A review by alexampersand
None Of This Is Serious by Catherine Prasifka

mysterious reflective slow-paced


There were pockets of this book that I loved, and other large parts that I really didn't. 

I thought the authors observations of internet culture, anxiety, burrowing oneself into the internet, was absolutely spot on. I found myself often taking note of quotes that so accurately and perfectly reflected my own experiences (something I haven't felt compelled to do while reading for about 10 years).

But other than these observations, everything else fell flat. 

There was an inclusion of a very big sci-fi fantasy element very early on.... that is then not developed in any way at all. For a book that deals with the human experience, and the minutia of emotions, it felt so jarring to have this one super fantastical element, and then not use it in any way at all other than simply being there.

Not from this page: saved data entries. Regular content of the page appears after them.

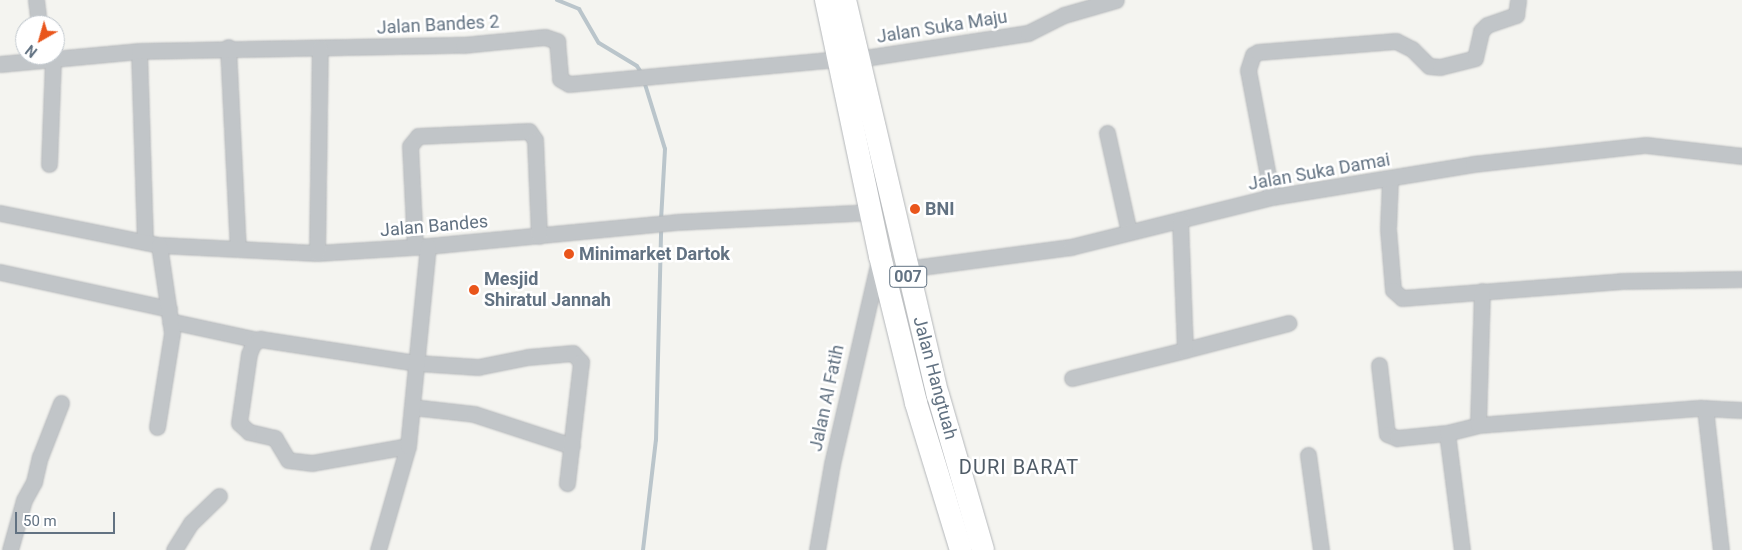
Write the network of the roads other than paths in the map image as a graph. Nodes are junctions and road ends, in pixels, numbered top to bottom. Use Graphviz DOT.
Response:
graph roads {
  1 [pos="36,0"];
  2 [pos="826,0"];
  3 [pos="845,0"];
  4 [pos="1116,0"];
  5 [pos="1518,0"];
  6 [pos="38,15"];
  7 [pos="228,47"];
  8 [pos="320,48"];
  9 [pos="139,51"];
  10 [pos="65,57"];
  11 [pos="849,59"];
  12 [pos="15,62"];
  13 [pos="0,64"];
  14 [pos="47,65"];
  15 [pos="864,124"];
  16 [pos="1107,133"];
  17 [pos="1742,156"];
  18 [pos="49,164"];
  19 [pos="1390,179"];
  20 [pos="1272,196"];
  21 [pos="873,212"];
  22 [pos="0,213"];
  23 [pos="1180,220"];
  24 [pos="1129,232"];
  25 [pos="539,236"];
  26 [pos="152,243"];
  27 [pos="421,247"];
  28 [pos="238,248"];
  29 [pos="317,253"];
  30 [pos="880,256"];
  31 [pos="906,269"];
  32 [pos="0,272"];
  33 [pos="1742,279"];
  34 [pos="1482,291"];
  35 [pos="170,315"];
  36 [pos="1289,323"];
  37 [pos="258,340"];
  38 [pos="1185,350"];
  39 [pos="417,363"];
  40 [pos="1379,365"];
  41 [pos="1072,378"];
  42 [pos="61,403"];
  43 [pos="412,407"];
  44 [pos="1705,408"];
  45 [pos="1742,410"];
  46 [pos="1478,425"];
  47 [pos="157,427"];
  48 [pos="1447,433"];
  49 [pos="408,446"];
  50 [pos="572,446"];
  51 [pos="1308,454"];
  52 [pos="567,483"];
  53 [pos="219,496"];
  54 [pos="10,550"];
  55 [pos="174,550"];
  56 [pos="378,550"];
  57 [pos="817,550"];
  58 [pos="961,550"];
  59 [pos="984,550"];
  60 [pos="1322,550"];
  61 [pos="1462,550"];
  62 [pos="1721,550"];
  1 -- 6 [label="street"];
  2 -- 11 [label="highway, Jalan Hangtuah / 007"];
  3 -- 11 [label="highway, Jalan Hangtuah / 007"];
  4 -- 11 [label="street, Jalan Suka Maju"];
  5 -- 20 [label="street"];
  7 -- 8 [label="street, Jalan Bandes 2"];
  7 -- 9 [label="street, Jalan Bandes 2"];
  7 -- 28 [label="street"];
  8 -- 11 [label="street, Jalan Bandes 2"];
  8 -- 29 [label="street"];
  9 -- 10 [label="street, Jalan Bandes 2"];
  9 -- 26 [label="street"];
  11 -- 15 [label="highway, Jalan Hangtuah / 007"];
  12 -- 13 [label="street, Jalan Bandes 2"];
  14 -- 18 [label="street"];
  15 -- 21 [label="highway, Jalan Hangtuah / 007"];
  15 -- 31 [label="highway, Jalan Hangtuah / 007"];
  16 -- 24 [label="street"];
  17 -- 19 [label="street, Jalan Suka Damai"];
  19 -- 20 [label="street, Jalan Suka Damai"];
  19 -- 34 [label="street"];
  20 -- 23 [label="street, Jalan Suka Damai"];
  21 -- 25 [label="street, Jalan Bandes"];
  21 -- 30 [label="highway, Jalan Hangtuah / 007"];
  22 -- 26 [label="street, Jalan Bandes"];
  23 -- 24 [label="street, Jalan Suka Damai"];
  23 -- 38 [label="street"];
  24 -- 31 [label="street, Jalan Suka Damai"];
  25 -- 27 [label="street, Jalan Bandes"];
  25 -- 27 [label="street"];
  26 -- 28 [label="street, Jalan Bandes"];
  26 -- 35 [label="street"];
  27 -- 29 [label="street, Jalan Bandes"];
  27 -- 39 [label="street"];
  28 -- 29 [label="street, Jalan Bandes"];
  30 -- 57 [label="street, Jalan Al Fatih"];
  30 -- 58 [label="highway, Jalan Hangtuah / 007"];
  31 -- 59 [label="highway, Jalan Hangtuah / 007"];
  32 -- 35 [label="street"];
  33 -- 34 [label="street"];
  34 -- 46 [label="street"];
  35 -- 37 [label="street"];
  35 -- 47 [label="street"];
  36 -- 38 [label="street"];
  37 -- 39 [label="street"];
  37 -- 49 [label="street"];
  38 -- 41 [label="street"];
  39 -- 43 [label="street"];
  39 -- 50 [label="street"];
  40 -- 48 [label="street"];
  42 -- 54 [label="street"];
  43 -- 49 [label="street"];
  43 -- 50 [label="street"];
  44 -- 45 [label="street"];
  44 -- 46 [label="street"];
  44 -- 62 [label="street"];
  46 -- 48 [label="street"];
  48 -- 61 [label="street"];
  49 -- 56 [label="street"];
  50 -- 52 [label="street"];
  51 -- 60 [label="street"];
  53 -- 55 [label="street"];
}
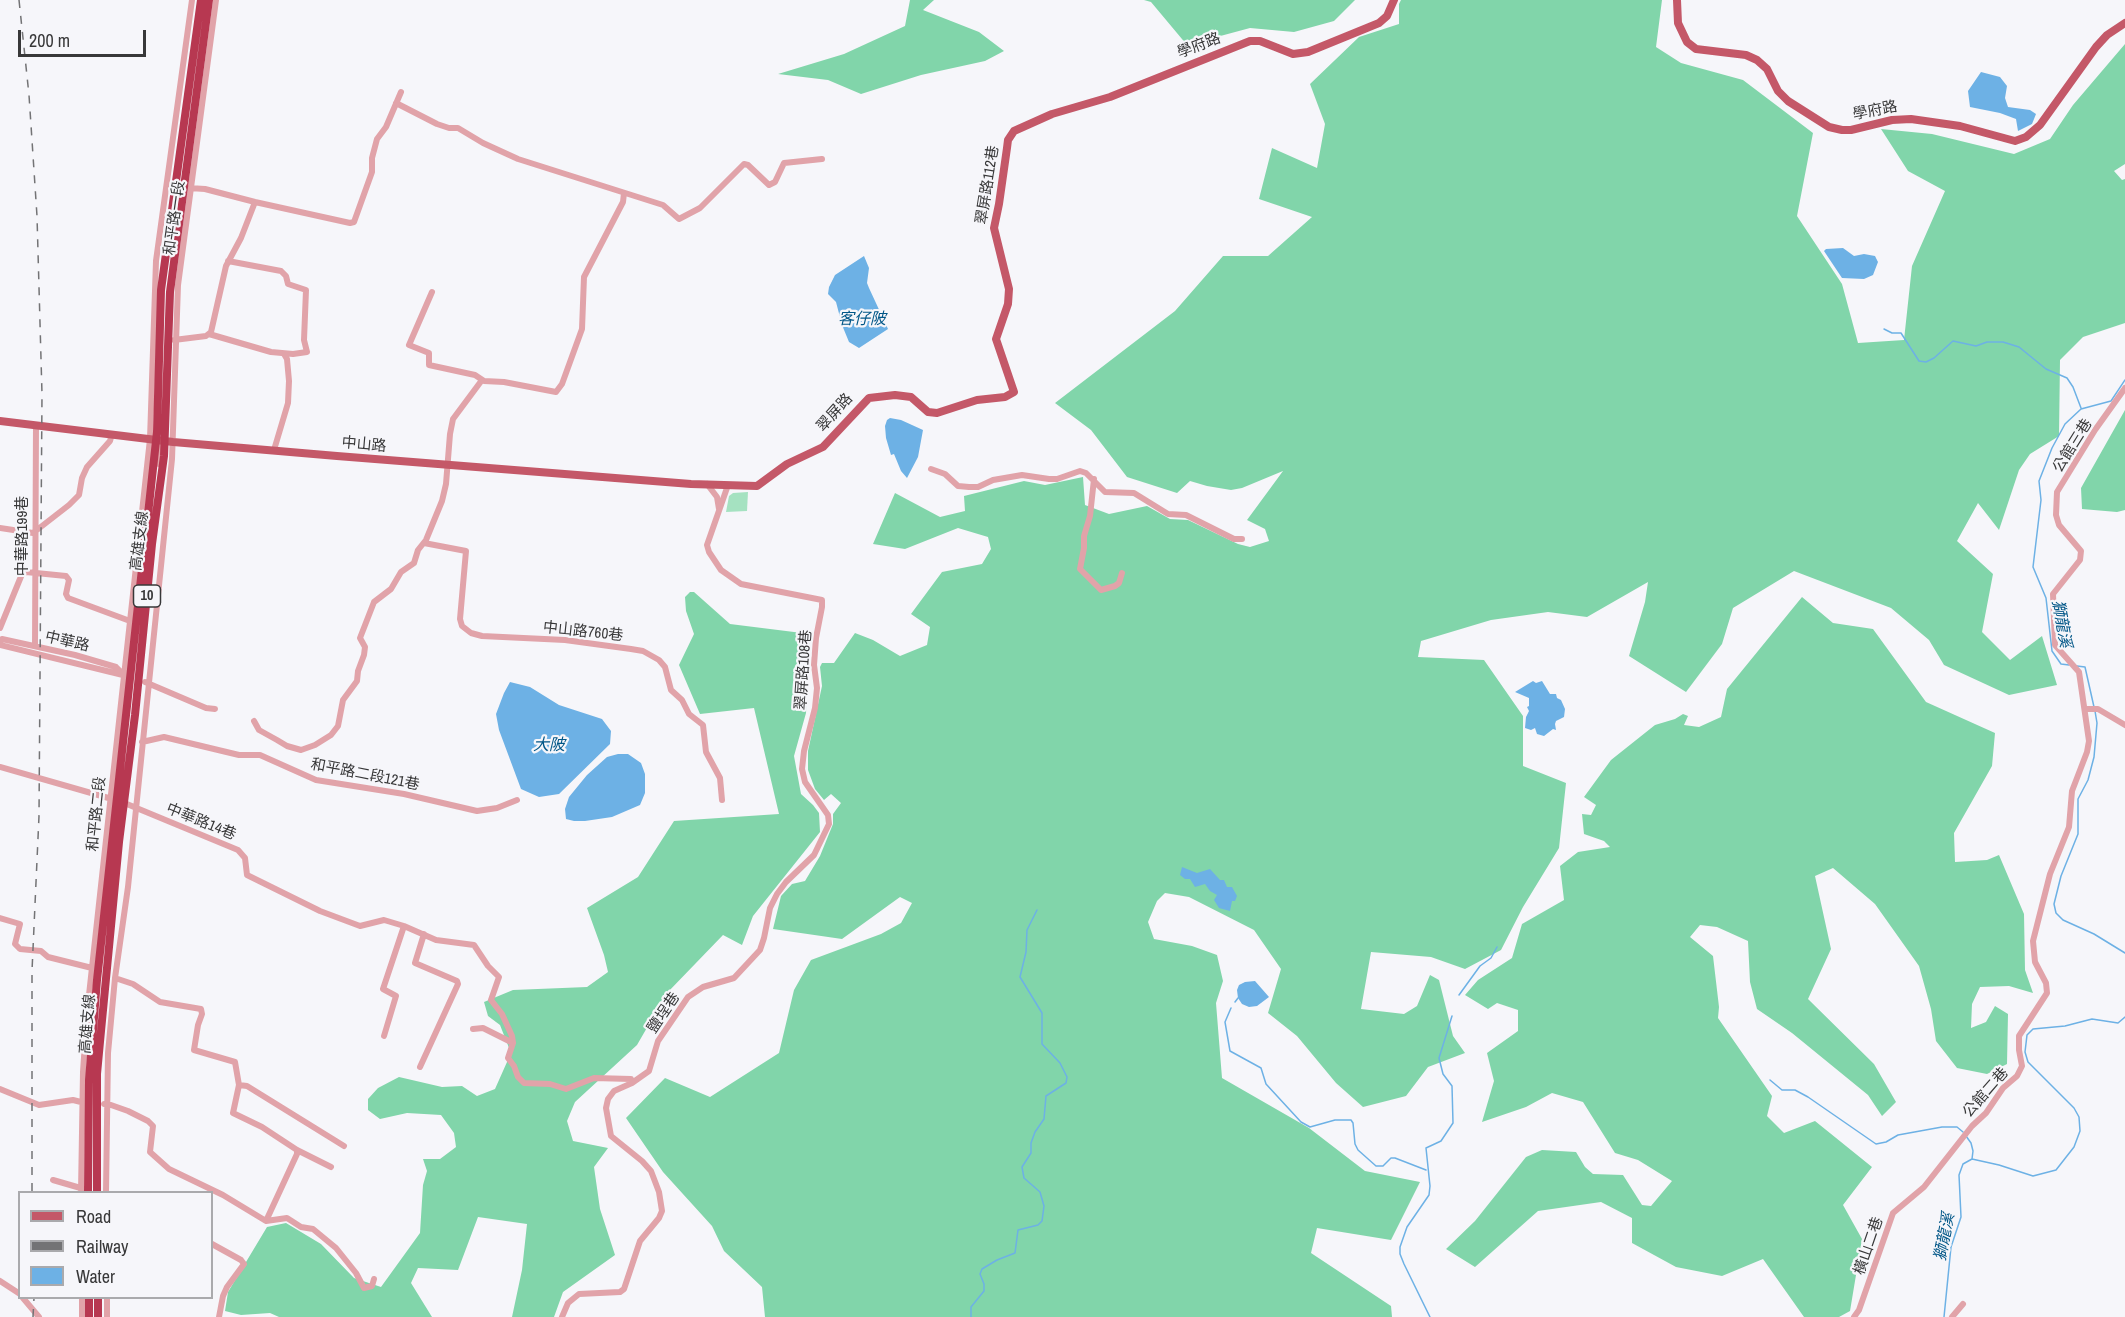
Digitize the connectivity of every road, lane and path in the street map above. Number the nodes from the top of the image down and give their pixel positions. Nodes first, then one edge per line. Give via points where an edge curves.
1 (192, 0) edge
2 (201, 0) edge
3 (209, 0) edge
4 (216, 0) edge
5 (1394, 0) edge
6 (1677, 0) edge
7 (2125, 23) edge
8 (401, 92) dead end
9 (396, 103) junction
10 (1008, 140) joint
11 (822, 159) dead end
12 (167, 186) junction
13 (191, 188) junction
14 (624, 193) junction
15 (255, 202) junction
16 (228, 261) junction
17 (432, 292) dead end
18 (209, 334) junction
19 (176, 339) junction
20 (153, 341) junction
21 (284, 354) junction
22 (151, 377) junction
23 (482, 380) junction
24 (2125, 388) edge
25 (932, 414) joint
26 (0, 421) edge
27 (36, 425) junction
28 (112, 434) junction
29 (150, 439) junction
30 (161, 440) junction
31 (173, 441) junction
32 (274, 450) junction
33 (448, 465) junction
34 (931, 469) dead end
35 (1095, 479) junction
36 (707, 484) junction
37 (728, 485) junction
38 (168, 492) junction
39 (719, 509) junction
40 (0, 528) edge
41 (35, 532) junction
42 (1242, 539) dead end
43 (424, 543) junction
44 (35, 573) junction
45 (1122, 573) dead end
46 (130, 621) junction
47 (0, 628) edge
48 (0, 643) edge
49 (35, 646) junction
50 (124, 675) junction
51 (148, 683) junction
52 (215, 709) dead end
53 (2086, 709) junction
54 (254, 721) dead end
55 (2125, 725) edge
56 (142, 742) junction
57 (0, 767) edge
58 (812, 793) joint
59 (110, 799) junction
60 (517, 800) dead end
61 (722, 800) dead end
62 (135, 807) junction
63 (0, 918) edge
64 (404, 926) junction
65 (424, 934) junction
66 (92, 968) junction
67 (115, 978) junction
68 (2044, 999) joint
69 (473, 1029) dead end
70 (384, 1036) dead end
71 (513, 1043) junction
72 (420, 1067) dead end
73 (632, 1083) junction
74 (239, 1085) junction
75 (0, 1089) edge
76 (83, 1103) junction
77 (106, 1104) junction
78 (1967, 1135) joint
79 (344, 1146) dead end
80 (297, 1150) junction
81 (331, 1167) dead end
82 (53, 1180) dead end
83 (84, 1191) edge
84 (97, 1191) edge
85 (106, 1191) edge
86 (266, 1221) junction
87 (213, 1245) edge
88 (374, 1279) dead end
89 (0, 1281) edge
90 (18, 1294) edge
91 (24, 1299) edge
92 (82, 1299) edge
93 (89, 1299) edge
94 (98, 1299) edge
95 (107, 1299) edge
96 (1963, 1304) dead end
97 (1856, 1316) edge
98 (39, 1317) edge
99 (82, 1317) edge
100 (89, 1317) edge
101 (98, 1317) edge
102 (107, 1317) edge
103 (219, 1317) edge
104 (562, 1317) edge
105 (1952, 1317) edge

1 - 12 street, 和平路一段
2 - 83 highway, 高雄支線 / 10, bridge via 161,290 157,432 97,980
3 - 84 highway, 高雄支線 / 10, bridge via 170,292 164,456 100,1031
4 - 13 street, 和平路一段
5 - 10 main road, 學府路 via 1379,23 1308,52 1293,54 1250,41 1110,97 1026,124 1014,130
6 - 7 main road, 學府路 via 1678,23 1692,46 1757,60 1788,101 1829,127 1851,130 1911,119 1960,126 2015,141 2040,125 2096,47
8 - 9 street
9 - 14 street via 436,124 458,128 518,159
9 - 15 street via 376,140 372,171 354,222
10 - 25 main road, 翠屏路112巷 via 993,228 1009,298 996,339 1014,392
11 - 14 street via 784,163 775,182 769,185 744,164 700,208 679,219 667,207
12 - 13 street
12 - 20 street, 和平路一段 via 156,261
13 - 15 street
13 - 19 street, 和平路一段 via 178,285
14 - 23 street via 624,202 584,277 582,329 560,388 553,393
15 - 16 street
16 - 18 street
16 - 21 street via 281,272 288,284 306,290 307,352
17 - 23 street via 409,347 429,353 431,366
18 - 19 street
18 - 21 street
19 - 20 street
19 - 31 street, 和平路一段
20 - 22 street, 和平路一段
21 - 32 street via 290,381 288,403
22 - 29 street, 和平路一段
22 - 30 street via 162,393
23 - 33 street via 453,419
24 - 53 street, 公館三巷 via 2057,492 2059,525 2077,543 2081,556 2053,594 2055,645 2079,672
25 - 37 main road, 翠屏路 via 911,397 869,398 819,449 787,464 760,485
26 - 27 main road, 中山路
27 - 28 main road, 中山路
27 - 41 street, 中華路199巷
28 - 29 main road, 中山路
28 - 41 street via 87,467 78,497
29 - 30 main road, 中山路
29 - 46 street, 和平路二段
30 - 31 main road, 中山路
30 - 38 street via 159,474
31 - 32 main road, 中山路
31 - 38 street
32 - 33 main road, 中山路
33 - 36 main road, 中山路
33 - 43 street via 442,501
34 - 35 street via 945,474 958,486 969,487 1022,475 1057,479 1080,471
35 - 42 street via 1105,492 1134,493 1168,514 1186,515 1234,539
35 - 45 street via 1080,569 1101,590 1119,583
36 - 37 main road, 中山路
36 - 39 street via 717,497
37 - 39 street, 翠屏路108巷
38 - 51 street
39 - 58 street, 翠屏路108巷 via 708,546 721,570 741,584 822,600 814,665 817,688 802,769
40 - 41 street
41 - 44 street, 中華路199巷
43 - 54 street via 414,564 400,572 391,589 374,602 360,638 366,651 357,681 343,700 338,726 331,735 302,750 259,730
43 - 61 street, 中山路760巷 via 466,551 460,619 471,633 608,645 643,651 659,660 671,690 689,714 704,724 706,752 720,778
44 - 46 street via 66,576 68,598
44 - 47 street via 22,573
44 - 49 street, 中華路199巷
46 - 50 street, 和平路二段
48 - 49 street, 中華路 via 2,639
48 - 50 street, 中華路
49 - 50 street, 中華路 via 116,667
50 - 51 street, 中華路
50 - 59 street, 和平路二段
51 - 52 street, 中華路
51 - 56 street
53 - 55 street via 2098,709
53 - 68 street, 公館三巷 via 2089,746 2072,790 2069,827 2050,874 2033,941 2035,962 2047,987
56 - 60 street, 和平路二段121巷 via 164,737 239,755 260,755 315,780 477,811
56 - 62 street
57 - 59 street, 中華路14巷
58 - 73 street, 鹽埕巷 via 828,815 829,824 814,855 777,894 760,950 731,981 703,987 688,997 658,1041 650,1068
59 - 62 street, 中華路14巷
59 - 66 street, 和平路二段
62 - 64 street, 中華路14巷 via 238,850 245,858 247,875 320,911 360,926 384,920
62 - 67 street
63 - 66 street via 20,924 15,944 20,949 41,951 48,957
64 - 65 street, 中華路14巷
64 - 70 street via 383,989 396,996
65 - 71 street, 中華路14巷 via 479,949 499,977 491,1000 508,1026
65 - 72 street via 415,963 458,984
66 - 76 street, 和平路二段
67 - 74 street via 133,984 160,1002 201,1009 194,1050 235,1062
67 - 77 street
68 - 78 street, 公館二巷 via 2019,1036 2020,1071
69 - 71 street via 483,1028
71 - 73 street, 中華路14巷 via 508,1058 524,1083 566,1089 594,1078 631,1079
73 - 104 street, 鹽埕巷 via 614,1091 608,1099 609,1133 651,1171 659,1192 661,1215 640,1241 624,1289 579,1294 568,1303
74 - 79 street via 247,1086
74 - 80 street via 233,1113
75 - 76 street via 39,1105 73,1100
76 - 77 street
76 - 83 street, 和平路二段
77 - 85 street
77 - 86 street via 153,1126 150,1152 169,1169
78 - 97 street, 橫山二巷 via 1924,1187 1893,1213
80 - 81 street
80 - 86 street
82 - 83 street
86 - 88 street via 287,1218 301,1227 314,1228 336,1248 364,1288 372,1286
87 - 103 street via 244,1264 227,1287
89 - 90 street
91 - 98 street
92 - 99 street
93 - 100 highway
94 - 101 highway
95 - 102 street
96 - 105 street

I also felt the writing style quite off-putting - the lack of quotation marks around Sophie's speech, so it's left entirely up to us to seduce what is simply her internal monologue and what are her verbalised thoughts. This led to a larger problem of unreliable narration, which can sometimes be an interesting tool, but here it really grated on me being unsure what exactly was happening versus what Sophie was simply misinterpreting, especially around her interactions with her friends and family - is everyone in the book cruel towards her, or is that simply her read of the situation? This then becomes more problematic when it gets to the topic of secual assault, and she specifically mentions that the perpetrator for a second looks "genuinely confused", leading me to wonder for a minute whether it was intended sexual assault, which is quite tricky ground to be on when writing about such a controversial subject area. 

Which leads onto another big issue for me, which was the pacing. It felt like the book meandered along for the most part (almost 200 pages), before suddenly ramping up the conflict, causing a full-scale meltdown, and then very quickly resolving it, all in a mere 70 pages. 

And the resolution itself felt deeply unsatisfying. As I mentioned, for an author who seemed to really understand internet culture, it felt like the ending message was so simplified as to feel disingenuous and incredibly unsatisfying for me. "If I spend a bit less time on my phone, everything will be fine" just doesn't work for me, especially when we've seen how deep Sophie's issues seem to run within her. 

So overall... some really nice observations, but some real big stumbling blocks along the way.